— Я превратила оловянный молоток в золото. И намекнула, что могу быть очень полезной королю, ежели случится война. А Литанию, оказывается, многие не любят… Кстати, ты тоже светишься, Салли. И Люций. И даже его Собака.
— Потому что в нас есть сила, которую инсектоиды называют ведьмовской. Пугают этой силой простых людей. А сами боятся до ужаса. Но я знаю, что среди людей есть тайное общество, которое имеет своей целью уничтожить поработителей-инсектоидов и отдать власть людям.
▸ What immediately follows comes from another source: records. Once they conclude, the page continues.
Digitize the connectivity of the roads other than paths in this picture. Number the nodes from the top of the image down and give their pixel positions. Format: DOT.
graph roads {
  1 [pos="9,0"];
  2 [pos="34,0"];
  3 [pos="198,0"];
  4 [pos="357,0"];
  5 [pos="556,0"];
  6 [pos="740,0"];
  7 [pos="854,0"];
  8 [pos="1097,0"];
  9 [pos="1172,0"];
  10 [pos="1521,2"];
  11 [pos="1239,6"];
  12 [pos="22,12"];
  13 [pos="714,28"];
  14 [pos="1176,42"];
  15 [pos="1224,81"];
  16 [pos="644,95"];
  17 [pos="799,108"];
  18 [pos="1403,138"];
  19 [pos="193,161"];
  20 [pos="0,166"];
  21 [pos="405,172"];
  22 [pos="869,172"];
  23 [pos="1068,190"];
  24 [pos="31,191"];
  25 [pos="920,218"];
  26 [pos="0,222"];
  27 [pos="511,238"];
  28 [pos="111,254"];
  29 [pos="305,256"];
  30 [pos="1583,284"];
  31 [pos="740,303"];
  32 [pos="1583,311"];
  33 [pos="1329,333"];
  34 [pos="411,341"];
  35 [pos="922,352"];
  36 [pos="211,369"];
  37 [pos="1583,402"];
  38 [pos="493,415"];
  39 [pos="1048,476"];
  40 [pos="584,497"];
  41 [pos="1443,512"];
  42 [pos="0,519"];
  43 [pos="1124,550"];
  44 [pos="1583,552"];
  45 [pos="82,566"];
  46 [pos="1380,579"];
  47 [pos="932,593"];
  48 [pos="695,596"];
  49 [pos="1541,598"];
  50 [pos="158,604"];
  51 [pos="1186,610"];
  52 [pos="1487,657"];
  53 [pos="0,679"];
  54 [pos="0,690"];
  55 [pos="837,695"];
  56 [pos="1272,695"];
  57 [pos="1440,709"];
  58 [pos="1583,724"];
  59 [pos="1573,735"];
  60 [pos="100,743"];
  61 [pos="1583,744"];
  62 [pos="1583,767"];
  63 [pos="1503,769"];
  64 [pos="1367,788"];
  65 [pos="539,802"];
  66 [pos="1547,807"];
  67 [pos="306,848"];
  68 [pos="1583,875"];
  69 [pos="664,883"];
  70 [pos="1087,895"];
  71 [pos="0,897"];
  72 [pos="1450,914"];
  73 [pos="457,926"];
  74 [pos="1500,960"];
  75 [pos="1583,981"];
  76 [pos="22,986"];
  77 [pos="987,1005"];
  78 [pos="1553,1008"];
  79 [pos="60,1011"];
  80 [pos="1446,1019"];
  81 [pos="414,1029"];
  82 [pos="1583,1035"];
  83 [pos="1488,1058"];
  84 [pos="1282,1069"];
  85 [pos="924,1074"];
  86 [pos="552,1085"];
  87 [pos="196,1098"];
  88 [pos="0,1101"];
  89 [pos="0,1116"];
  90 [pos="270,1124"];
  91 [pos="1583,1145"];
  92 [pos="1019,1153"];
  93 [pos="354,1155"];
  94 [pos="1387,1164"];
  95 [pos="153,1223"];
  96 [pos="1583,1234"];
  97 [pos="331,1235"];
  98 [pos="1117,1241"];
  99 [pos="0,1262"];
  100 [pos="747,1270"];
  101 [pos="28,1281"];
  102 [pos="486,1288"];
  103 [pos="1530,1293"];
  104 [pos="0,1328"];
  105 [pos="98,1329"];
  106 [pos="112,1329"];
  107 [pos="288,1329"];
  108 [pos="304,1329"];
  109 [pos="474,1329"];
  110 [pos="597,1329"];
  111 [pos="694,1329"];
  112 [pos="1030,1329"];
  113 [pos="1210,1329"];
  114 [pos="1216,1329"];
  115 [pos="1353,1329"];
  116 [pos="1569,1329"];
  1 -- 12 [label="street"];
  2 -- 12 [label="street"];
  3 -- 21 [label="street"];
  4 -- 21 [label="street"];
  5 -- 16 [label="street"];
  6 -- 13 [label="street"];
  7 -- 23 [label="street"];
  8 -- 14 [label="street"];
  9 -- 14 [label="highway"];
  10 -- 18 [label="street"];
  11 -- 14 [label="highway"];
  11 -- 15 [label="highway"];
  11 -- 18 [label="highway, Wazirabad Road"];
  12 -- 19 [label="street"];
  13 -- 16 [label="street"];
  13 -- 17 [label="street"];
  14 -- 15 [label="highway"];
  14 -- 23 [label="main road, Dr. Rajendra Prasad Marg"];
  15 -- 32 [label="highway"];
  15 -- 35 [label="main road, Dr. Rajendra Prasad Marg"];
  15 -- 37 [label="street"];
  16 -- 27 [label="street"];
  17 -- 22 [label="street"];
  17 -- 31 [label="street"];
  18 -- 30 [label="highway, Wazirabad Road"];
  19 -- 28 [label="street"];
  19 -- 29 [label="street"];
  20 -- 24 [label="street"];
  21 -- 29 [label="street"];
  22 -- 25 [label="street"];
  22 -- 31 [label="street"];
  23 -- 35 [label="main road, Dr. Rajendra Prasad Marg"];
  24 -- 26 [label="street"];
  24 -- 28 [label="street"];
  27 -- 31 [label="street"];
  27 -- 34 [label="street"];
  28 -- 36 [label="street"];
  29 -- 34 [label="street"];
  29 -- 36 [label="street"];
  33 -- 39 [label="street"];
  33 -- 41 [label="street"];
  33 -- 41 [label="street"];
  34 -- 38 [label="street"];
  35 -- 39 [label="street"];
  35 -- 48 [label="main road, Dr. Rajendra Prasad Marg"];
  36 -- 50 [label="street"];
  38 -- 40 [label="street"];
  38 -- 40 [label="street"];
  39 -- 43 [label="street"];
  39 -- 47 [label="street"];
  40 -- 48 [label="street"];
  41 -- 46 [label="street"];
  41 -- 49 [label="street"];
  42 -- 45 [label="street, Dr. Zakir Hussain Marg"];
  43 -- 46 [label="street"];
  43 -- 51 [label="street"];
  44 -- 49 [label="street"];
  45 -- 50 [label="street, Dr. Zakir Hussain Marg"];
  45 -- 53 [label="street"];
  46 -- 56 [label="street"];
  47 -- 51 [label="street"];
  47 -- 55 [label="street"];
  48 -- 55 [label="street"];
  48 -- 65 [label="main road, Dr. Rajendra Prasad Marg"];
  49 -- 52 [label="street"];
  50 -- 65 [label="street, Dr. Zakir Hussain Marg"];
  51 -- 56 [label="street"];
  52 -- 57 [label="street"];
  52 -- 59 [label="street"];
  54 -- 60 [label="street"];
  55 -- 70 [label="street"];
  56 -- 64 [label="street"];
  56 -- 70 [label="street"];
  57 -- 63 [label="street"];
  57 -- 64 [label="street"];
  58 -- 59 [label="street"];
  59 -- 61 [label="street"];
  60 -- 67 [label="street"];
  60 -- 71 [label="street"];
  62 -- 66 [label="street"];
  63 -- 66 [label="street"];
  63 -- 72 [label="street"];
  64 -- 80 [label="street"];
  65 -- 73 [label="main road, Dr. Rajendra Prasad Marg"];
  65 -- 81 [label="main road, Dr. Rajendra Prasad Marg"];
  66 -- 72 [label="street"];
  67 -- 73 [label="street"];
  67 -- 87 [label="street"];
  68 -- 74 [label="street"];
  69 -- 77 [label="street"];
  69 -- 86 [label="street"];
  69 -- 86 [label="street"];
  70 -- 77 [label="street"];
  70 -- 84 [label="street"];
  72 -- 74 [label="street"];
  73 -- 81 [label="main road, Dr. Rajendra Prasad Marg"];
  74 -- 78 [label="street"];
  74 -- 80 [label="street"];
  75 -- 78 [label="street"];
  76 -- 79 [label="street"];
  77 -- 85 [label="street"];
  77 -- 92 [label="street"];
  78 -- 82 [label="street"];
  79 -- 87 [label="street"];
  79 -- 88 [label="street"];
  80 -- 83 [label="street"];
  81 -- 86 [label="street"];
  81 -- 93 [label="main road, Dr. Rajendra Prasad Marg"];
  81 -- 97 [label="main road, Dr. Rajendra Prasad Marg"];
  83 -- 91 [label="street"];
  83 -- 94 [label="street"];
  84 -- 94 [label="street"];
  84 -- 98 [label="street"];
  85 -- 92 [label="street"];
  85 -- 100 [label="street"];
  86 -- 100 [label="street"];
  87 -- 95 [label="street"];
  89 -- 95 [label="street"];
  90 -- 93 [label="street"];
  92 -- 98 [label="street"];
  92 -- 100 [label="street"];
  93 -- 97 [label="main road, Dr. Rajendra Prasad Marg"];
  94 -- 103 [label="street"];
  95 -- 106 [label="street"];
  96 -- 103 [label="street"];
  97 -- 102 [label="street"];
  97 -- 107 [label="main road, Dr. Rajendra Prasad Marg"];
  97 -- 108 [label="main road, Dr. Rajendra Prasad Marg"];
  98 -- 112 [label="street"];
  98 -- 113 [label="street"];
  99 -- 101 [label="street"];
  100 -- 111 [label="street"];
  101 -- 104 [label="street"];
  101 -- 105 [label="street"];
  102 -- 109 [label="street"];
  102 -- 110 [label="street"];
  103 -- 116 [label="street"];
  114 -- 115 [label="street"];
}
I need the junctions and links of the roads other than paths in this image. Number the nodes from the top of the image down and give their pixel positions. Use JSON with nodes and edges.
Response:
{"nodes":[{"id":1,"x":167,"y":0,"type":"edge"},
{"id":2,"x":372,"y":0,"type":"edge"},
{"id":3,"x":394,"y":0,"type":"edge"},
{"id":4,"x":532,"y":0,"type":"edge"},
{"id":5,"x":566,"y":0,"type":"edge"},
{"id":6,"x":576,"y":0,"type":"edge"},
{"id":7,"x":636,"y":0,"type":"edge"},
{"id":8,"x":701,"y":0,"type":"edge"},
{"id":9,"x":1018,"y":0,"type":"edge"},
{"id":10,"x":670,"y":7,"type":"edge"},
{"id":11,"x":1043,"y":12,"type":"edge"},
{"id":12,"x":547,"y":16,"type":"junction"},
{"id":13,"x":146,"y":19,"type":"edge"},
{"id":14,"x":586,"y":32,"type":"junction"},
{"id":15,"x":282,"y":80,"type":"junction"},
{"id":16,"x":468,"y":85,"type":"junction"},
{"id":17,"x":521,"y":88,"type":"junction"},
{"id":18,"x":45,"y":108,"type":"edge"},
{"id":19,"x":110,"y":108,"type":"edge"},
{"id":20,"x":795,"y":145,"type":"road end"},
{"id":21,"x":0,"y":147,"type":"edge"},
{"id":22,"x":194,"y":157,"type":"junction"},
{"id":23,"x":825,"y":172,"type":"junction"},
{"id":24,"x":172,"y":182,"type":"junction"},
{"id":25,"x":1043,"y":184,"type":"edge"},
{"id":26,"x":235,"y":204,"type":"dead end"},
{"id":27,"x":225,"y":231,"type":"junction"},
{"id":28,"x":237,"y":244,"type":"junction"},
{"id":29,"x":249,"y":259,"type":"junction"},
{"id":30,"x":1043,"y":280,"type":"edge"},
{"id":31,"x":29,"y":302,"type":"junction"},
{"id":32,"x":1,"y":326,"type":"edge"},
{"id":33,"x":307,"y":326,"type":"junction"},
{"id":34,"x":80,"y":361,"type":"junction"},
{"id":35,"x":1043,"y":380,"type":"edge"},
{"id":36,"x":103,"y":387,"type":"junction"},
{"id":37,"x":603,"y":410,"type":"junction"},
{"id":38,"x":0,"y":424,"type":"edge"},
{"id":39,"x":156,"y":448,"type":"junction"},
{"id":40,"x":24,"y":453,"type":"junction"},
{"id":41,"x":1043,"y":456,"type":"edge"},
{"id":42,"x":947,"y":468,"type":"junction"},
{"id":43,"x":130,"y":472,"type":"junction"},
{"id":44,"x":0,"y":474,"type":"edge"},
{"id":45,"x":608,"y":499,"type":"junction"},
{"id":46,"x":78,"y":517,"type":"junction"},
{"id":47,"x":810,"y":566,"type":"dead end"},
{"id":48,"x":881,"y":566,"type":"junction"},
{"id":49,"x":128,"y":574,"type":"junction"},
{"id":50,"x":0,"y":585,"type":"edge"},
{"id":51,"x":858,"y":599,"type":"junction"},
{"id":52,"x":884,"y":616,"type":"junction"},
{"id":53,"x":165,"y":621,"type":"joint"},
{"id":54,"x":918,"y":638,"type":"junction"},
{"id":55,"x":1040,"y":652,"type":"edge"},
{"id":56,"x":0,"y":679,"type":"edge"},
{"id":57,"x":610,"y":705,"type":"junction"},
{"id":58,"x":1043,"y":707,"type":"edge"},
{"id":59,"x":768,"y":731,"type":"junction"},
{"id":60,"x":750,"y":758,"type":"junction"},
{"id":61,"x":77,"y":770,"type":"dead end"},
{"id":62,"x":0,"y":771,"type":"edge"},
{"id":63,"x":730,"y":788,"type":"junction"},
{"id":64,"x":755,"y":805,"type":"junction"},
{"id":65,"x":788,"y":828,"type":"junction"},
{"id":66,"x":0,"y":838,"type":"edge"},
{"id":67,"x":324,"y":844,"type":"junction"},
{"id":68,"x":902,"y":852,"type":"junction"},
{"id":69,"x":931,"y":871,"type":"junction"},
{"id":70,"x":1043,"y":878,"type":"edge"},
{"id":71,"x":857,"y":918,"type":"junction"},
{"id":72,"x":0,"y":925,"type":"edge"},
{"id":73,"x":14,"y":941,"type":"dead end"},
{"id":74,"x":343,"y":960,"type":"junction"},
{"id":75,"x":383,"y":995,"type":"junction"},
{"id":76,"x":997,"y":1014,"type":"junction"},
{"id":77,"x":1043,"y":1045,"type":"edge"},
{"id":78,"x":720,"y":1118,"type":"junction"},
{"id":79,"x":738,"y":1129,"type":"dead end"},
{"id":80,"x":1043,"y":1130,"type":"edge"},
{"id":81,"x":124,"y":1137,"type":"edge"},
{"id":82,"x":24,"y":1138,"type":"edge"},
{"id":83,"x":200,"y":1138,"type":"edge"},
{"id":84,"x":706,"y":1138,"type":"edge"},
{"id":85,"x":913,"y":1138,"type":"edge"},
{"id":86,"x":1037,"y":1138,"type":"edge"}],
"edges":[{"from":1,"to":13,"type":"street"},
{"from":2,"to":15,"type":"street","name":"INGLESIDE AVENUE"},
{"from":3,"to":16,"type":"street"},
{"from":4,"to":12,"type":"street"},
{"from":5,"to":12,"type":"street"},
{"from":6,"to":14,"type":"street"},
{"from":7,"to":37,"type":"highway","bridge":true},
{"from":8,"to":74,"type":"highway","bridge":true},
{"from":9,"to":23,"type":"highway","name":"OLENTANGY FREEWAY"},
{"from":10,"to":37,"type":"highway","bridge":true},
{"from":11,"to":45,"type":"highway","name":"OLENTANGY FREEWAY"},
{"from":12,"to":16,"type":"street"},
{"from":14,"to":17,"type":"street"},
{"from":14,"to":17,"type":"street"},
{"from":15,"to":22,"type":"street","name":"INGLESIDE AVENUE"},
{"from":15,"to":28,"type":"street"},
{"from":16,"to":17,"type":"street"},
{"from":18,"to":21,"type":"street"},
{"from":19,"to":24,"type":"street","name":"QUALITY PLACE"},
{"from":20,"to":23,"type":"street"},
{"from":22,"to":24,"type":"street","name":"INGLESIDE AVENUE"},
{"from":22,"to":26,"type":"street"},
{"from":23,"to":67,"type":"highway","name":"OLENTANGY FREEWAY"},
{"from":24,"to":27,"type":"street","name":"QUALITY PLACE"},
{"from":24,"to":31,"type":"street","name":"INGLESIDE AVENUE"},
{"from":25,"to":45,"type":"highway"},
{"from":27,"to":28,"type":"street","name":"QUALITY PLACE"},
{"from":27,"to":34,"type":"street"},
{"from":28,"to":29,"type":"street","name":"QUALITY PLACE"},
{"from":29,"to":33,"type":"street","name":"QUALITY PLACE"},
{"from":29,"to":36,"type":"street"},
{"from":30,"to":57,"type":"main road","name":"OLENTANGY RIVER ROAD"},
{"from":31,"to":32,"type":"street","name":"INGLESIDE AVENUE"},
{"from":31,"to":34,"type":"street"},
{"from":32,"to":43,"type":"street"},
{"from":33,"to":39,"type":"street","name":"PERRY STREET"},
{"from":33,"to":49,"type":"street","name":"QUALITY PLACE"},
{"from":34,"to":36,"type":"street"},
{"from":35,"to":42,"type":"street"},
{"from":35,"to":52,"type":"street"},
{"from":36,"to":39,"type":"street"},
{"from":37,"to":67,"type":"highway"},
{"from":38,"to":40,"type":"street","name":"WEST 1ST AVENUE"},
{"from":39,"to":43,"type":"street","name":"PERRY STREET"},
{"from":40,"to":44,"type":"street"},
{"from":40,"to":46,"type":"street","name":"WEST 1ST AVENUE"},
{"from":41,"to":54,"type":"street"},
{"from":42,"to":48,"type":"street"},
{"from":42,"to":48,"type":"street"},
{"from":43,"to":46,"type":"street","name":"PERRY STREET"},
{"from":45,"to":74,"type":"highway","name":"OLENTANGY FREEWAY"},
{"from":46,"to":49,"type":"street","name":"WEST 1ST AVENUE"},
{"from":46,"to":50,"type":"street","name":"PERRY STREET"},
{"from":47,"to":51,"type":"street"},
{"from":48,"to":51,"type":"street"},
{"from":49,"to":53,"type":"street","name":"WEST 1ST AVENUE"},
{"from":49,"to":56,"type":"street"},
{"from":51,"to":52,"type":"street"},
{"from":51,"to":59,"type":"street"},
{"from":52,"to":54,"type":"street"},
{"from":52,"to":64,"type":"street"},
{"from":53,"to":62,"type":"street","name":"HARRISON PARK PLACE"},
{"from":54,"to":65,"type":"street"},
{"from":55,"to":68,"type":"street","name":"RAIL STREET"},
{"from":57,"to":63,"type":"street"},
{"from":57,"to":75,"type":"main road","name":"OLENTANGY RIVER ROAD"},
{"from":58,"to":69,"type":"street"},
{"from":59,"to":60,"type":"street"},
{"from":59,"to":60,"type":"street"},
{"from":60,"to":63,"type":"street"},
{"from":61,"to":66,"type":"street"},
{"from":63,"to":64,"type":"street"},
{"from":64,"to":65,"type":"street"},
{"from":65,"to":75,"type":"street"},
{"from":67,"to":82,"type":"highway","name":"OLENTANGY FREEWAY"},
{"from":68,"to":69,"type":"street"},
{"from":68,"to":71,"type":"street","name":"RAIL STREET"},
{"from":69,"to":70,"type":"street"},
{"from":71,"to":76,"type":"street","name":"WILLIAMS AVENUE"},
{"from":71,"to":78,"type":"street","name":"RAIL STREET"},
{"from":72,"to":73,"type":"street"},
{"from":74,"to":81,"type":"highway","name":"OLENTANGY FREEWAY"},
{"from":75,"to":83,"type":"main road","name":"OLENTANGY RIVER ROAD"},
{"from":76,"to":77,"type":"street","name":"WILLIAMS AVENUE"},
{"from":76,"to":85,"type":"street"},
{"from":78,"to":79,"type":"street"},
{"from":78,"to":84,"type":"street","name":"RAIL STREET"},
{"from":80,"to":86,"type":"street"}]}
— Да, я знаю, — кивнула я.
А потом я ничего уже не помнила, ибо заснула на плече у Маттео от ужасной усталости.
Он разбудил меня, казалось, через пять минут:
— Госпожа, мы подъехали к Кастелло ди ла Перла.
— Ох, — я потерла слипшиеся после сна глаза. — Сигнальте, чтоб опустили мост.
— Мост опущен, моя донна, — сказал Маттео и, спрыгнув с саней, пошел рядом, всматриваясь в метельную мглу. — И ворота в замок открыты. И я не вижу ни одного стражника!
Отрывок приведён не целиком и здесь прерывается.